力の差があり過ぎて、どうしてもこの腕から逃れることが出来ない。
「んっ、離して……!」
「ダメだ! もう離さないっ……」
「苦し……やだっ…やめて……っ」
『あとで困ったって、俺は知らないからなっ』
昨日の翔の言葉が、不意に私の頭の中に蘇った。
私、バカだっ。翔の言った通りになっちゃったよ……!
今更ながら、激しい後悔の念が私を襲う。
自分が悪いってわかってる!でも、お願いっ。
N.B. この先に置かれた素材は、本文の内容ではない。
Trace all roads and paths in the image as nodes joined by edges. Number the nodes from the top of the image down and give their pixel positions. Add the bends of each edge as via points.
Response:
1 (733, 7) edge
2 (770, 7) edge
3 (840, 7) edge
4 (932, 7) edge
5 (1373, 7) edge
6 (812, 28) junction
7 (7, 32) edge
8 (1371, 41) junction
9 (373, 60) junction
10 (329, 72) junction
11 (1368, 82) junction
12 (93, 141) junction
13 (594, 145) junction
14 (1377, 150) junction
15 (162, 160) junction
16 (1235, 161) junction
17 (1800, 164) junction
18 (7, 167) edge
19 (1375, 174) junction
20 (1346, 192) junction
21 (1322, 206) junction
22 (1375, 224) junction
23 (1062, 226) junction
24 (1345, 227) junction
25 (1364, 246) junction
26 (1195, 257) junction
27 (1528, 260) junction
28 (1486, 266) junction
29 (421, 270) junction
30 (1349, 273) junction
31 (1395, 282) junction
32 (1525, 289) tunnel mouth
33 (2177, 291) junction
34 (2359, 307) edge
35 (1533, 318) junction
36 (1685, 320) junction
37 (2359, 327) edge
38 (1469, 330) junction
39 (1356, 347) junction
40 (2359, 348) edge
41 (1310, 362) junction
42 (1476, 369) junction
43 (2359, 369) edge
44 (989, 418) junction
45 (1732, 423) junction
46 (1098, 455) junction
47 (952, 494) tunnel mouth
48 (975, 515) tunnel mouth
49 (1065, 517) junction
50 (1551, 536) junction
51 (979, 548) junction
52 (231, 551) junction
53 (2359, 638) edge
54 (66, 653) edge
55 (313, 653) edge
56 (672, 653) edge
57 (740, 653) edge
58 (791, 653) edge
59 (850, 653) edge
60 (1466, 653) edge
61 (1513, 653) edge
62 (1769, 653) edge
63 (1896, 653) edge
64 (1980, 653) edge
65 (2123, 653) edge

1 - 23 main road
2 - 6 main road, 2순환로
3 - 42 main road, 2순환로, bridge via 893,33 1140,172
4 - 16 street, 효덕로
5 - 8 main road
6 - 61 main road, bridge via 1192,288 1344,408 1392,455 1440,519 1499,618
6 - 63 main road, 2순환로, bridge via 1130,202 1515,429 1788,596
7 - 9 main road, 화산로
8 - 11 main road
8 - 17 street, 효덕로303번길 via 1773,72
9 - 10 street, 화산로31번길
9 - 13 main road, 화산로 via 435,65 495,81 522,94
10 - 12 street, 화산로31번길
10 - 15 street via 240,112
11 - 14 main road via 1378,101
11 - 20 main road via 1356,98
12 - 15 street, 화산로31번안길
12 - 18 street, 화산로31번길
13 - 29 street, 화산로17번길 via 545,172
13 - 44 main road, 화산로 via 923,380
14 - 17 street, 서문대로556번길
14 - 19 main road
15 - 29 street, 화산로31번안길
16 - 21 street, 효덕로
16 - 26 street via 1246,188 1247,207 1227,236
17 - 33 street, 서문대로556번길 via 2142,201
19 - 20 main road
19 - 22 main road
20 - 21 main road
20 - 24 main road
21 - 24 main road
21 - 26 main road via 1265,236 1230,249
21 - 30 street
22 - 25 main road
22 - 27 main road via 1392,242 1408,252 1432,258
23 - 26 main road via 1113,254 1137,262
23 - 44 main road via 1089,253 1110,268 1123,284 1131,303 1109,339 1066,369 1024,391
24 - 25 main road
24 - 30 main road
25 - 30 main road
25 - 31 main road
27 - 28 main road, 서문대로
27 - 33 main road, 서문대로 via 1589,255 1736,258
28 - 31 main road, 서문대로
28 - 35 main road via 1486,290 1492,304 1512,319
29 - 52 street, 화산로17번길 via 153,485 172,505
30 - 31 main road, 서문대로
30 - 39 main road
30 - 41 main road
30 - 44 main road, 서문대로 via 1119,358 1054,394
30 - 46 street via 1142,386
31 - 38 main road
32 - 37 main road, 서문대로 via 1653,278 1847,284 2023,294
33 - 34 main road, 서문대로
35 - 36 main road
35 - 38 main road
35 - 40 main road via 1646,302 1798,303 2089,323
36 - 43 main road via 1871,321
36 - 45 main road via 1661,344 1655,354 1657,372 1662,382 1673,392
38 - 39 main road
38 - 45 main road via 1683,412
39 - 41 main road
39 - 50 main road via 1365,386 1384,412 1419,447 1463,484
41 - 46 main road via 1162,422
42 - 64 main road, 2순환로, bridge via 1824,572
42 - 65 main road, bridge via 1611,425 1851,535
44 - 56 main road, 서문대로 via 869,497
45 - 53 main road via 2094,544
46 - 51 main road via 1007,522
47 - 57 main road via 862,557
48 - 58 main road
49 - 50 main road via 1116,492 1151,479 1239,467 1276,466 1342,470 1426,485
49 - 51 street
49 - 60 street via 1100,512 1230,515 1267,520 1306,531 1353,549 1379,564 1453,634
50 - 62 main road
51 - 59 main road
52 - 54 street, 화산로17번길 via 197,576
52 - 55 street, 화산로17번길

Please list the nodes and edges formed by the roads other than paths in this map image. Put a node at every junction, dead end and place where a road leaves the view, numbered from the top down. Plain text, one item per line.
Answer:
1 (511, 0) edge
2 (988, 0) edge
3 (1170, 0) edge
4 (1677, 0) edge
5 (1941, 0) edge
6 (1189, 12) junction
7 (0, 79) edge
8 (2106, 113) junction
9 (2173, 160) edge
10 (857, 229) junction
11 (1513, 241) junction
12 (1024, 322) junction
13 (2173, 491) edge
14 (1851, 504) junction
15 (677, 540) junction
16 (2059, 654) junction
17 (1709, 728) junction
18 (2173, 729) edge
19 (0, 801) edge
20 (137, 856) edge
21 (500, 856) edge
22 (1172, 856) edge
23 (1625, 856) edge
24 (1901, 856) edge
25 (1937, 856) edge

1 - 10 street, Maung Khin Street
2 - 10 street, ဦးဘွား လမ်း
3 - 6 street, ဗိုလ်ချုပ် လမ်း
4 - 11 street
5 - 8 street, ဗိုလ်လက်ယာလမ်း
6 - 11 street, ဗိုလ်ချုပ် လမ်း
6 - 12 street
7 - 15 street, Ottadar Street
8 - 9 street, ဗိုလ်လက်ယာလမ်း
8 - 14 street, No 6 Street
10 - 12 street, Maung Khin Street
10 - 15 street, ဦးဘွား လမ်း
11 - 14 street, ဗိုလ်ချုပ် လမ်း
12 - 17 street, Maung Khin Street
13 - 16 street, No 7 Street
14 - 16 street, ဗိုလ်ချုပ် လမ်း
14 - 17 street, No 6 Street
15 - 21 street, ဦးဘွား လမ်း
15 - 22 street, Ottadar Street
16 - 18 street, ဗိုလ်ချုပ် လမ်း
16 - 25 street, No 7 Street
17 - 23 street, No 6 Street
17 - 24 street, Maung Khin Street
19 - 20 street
こんなのやだっ……!
……翔……翔……助けて……! 翔っ!!
祈るようにギュッと目を瞑った瞬間
グイッ
え……?
突然瀬戸君の腕が私の体から離れ、苦しさから解放された。
な、なに……? もしかして、本当に翔!?
慌てて固く閉じていた瞳を開く。
しかし大きく見開いた私の目に飛び込んで来たのは、翔ではなく桐生君の姿だった。